Querida avó,
Neste ano em que se celebra o centenário do guitarrista Carlos Paredes, dei conta de que ainda não falamos deste nome incontornável da cultura portuguesa.
Para ficar a saber mais sobre a sua vida e obra, tenho ido a inúmeras exposições e tertúlias, que se têm organizado um pouco por toda a cidade de Lisboa.
Carlos Paredes foi um dos mais importantes e influentes músicos portugueses do século XX. Criador de um repertório original que levou ao mais alto nível as possibilidades expressivas da guitarra portuguesa. Influenciou distintas gerações de músicos nacionais e internacionais, contribuindo para a popularização deste instrumento junto de vastas audiências. O seu legado, pleno de memória e modernidade, ocupa um lugar central no nosso património cultural.
No mês em que festejamos a Liberdade, a Câmara Municipal de Lisboa comemorou também o centenário do nascimento de Carlos Paredes, com um grande concerto na Praça do Município, que gostei imenso.
Como sabes, para além de ter sido um grande guitarrista e compositor, Carlos Paredes foi um grande defensor da liberdade, da democracia e outros valores conquistados em abril de 1974. Foi sem dúvida o guitarrista do povo.
Nos testemunhos que ouvi da Luísa Amaro, do Carlos Alberto Moniz, e de tantos outros que privaram com Carlos Paredes, deu para perceber tinha também um humor corrosivo.
Enquanto te escrevo esta carta, oiço os CD’s de Carlos Paredes como “fonte de inspiração”. Fazem parte do livro Carlos Paredes – A guitarra de um povo, a edição centenária escrita por Octávio Fonseca.
Este ano tenho oferecido, aos mais novos, o livro O meu primeiro Carlos Paredes, da autoria de José Jorge Letria e Hélder Teixeira Peleja. O livro fala de uma guitarra pela qual um menino se apaixonou.
Obrigado, Carlos Paredes.
Bjs
Querido neto,
Como deves calcular, sempre fui muito amiga do Carlos Paredes, que entrevistei inúmeras vezes, e da Luísa Amaro, de quem tenho imensas saudades.
Carlos Paredes foi uma das figuras mais marcantes da cultura portuguesa do século XX, particularmente no campo da música. Tocador exímio de guitarra portuguesa, elevou este instrumento a novos patamares de expressão artística, rompendo com o uso tradicional ligado ao fado e criando uma linguagem própria, quase poética e profundamente emocional.

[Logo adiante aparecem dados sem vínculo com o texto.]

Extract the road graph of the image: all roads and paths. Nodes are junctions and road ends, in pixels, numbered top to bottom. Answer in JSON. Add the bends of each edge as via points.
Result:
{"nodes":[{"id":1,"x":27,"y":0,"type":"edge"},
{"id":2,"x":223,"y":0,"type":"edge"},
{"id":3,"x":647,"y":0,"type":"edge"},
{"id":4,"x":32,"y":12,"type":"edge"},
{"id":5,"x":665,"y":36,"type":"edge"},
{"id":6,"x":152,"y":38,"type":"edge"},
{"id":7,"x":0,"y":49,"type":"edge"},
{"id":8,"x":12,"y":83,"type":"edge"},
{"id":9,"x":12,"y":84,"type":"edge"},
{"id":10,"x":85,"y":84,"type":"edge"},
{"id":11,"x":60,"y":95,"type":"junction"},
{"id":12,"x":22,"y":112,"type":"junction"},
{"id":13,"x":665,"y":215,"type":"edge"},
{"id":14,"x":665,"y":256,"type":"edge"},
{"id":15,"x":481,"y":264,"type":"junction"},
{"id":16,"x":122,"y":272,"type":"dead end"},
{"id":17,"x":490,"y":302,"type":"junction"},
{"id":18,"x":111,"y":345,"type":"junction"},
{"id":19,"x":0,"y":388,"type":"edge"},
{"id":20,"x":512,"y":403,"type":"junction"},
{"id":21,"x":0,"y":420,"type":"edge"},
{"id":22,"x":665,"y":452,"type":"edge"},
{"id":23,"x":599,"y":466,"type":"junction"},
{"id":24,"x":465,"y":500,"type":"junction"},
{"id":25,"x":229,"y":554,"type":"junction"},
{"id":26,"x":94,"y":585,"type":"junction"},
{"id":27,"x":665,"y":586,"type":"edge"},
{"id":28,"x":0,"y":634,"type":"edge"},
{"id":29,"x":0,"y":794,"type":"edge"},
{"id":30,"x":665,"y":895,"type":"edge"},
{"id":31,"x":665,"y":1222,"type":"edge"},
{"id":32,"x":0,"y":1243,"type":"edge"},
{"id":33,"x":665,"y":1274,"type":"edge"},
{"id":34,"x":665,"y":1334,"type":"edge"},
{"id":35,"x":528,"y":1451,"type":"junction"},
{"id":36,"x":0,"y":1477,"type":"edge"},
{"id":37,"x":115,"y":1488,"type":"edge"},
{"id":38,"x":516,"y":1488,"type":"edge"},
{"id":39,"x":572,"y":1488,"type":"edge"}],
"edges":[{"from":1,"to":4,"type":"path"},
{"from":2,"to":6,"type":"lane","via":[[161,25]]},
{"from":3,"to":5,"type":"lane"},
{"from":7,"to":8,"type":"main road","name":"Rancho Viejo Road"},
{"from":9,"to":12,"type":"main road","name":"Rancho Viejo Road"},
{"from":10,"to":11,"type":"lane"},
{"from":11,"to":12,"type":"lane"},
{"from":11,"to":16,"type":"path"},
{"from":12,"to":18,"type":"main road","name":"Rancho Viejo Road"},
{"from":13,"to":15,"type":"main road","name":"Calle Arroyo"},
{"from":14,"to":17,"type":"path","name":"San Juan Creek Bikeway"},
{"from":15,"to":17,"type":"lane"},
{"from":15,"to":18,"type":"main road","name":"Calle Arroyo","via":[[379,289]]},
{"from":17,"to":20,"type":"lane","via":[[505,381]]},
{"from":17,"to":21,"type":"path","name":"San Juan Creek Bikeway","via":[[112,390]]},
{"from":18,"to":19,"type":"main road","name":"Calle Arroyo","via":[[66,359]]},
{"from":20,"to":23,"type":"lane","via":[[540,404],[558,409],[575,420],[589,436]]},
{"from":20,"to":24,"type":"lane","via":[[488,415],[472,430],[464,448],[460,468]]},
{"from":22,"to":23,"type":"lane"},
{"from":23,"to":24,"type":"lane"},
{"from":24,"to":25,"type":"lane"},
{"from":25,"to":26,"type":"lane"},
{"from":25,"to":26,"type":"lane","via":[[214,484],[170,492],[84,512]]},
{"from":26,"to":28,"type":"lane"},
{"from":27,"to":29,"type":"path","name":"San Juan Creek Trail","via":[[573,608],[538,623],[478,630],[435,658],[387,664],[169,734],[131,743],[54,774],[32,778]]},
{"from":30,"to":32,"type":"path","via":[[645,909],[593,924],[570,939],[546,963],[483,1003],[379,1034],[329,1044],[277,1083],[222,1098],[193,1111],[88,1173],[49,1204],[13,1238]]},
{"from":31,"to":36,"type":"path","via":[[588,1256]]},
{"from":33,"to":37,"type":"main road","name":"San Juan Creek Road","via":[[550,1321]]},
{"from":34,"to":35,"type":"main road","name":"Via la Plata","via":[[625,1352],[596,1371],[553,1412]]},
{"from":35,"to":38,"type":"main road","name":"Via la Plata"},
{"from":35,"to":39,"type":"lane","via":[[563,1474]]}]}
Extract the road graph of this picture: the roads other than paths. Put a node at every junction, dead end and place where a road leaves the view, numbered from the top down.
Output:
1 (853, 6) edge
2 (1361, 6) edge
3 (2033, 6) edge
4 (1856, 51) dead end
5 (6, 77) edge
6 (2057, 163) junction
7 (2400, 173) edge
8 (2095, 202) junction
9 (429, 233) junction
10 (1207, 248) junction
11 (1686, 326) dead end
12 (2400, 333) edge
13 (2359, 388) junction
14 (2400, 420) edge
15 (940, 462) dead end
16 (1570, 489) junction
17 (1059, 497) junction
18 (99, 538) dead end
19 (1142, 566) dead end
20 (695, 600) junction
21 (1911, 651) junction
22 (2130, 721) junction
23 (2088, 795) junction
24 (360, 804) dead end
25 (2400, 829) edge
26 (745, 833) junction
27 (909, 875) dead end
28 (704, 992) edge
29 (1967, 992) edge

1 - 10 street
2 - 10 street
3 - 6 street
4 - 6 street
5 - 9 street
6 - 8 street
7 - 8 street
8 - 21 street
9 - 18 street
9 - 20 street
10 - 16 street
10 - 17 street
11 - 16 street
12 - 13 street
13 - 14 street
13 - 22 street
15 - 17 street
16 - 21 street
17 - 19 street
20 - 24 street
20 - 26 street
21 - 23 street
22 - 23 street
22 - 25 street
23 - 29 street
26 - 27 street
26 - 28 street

Ajudou a redefinir a identidade cultural portuguesa. A sua música era instrumental, mas conseguia transmitir sentimentos intensos de saudade, resistência, esperança e liberdade. Em tempos de repressão, como durante o Estado Novo, a sua obra oferecia um espaço de introspeção e até de contestação silenciosa. A sua arte transcendeu fronteiras sociais e políticas, tornando-se símbolo de união e de orgulho nacional.
Embora não fosse um político, Carlos Paredes teve um papel simbólico importante na luta pela liberdade. Foi militante do Partido Comunista Português, o que lhe custou, durante a ditadura de Salazar, cinco anos de prisão (1958-1963). Após o 25 de Abril, tornou-se um ícone da liberdade e da resistência. Nunca usou a música para promover ódio, mas sim para inspirar a liberdade e a dignidade humana – valores profundamente ligados à democracia.
Infelizmente, nos últimos anos de vida, Carlos Paredes foi afetado por uma doença neurológica degenerativa. A sua retirada da vida artística foi silenciosa e digna, mas dolorosa para quem o admirava. Morreu em 2004, deixando um vazio difícil de preencher no panorama cultural português.
Ainda bem que o meu amigo José Moças publicou esse belíssimo livro que é um testemunho profundo da vida e obra de um artista cuja guitarra ecoa a alma de um povo.